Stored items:
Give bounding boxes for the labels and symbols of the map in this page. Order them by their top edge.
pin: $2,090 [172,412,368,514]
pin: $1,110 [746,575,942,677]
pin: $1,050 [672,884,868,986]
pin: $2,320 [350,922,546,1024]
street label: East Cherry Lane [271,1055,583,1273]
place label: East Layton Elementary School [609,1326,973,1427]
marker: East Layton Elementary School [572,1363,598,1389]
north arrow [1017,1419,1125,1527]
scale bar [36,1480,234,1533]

» **TO DO**
What is needed here is an exact copy of every record.

» **EXERCISE ANSWER**
Give bounding boxes for the labels and symbols of the map in this page. Order them by their top edge.
pin: $2,090 [172,412,368,514]
pin: $1,110 [746,575,942,677]
pin: $1,050 [672,884,868,986]
pin: $2,320 [350,922,546,1024]
street label: East Cherry Lane [271,1055,583,1273]
place label: East Layton Elementary School [609,1326,973,1427]
marker: East Layton Elementary School [572,1363,598,1389]
north arrow [1017,1419,1125,1527]
scale bar [36,1480,234,1533]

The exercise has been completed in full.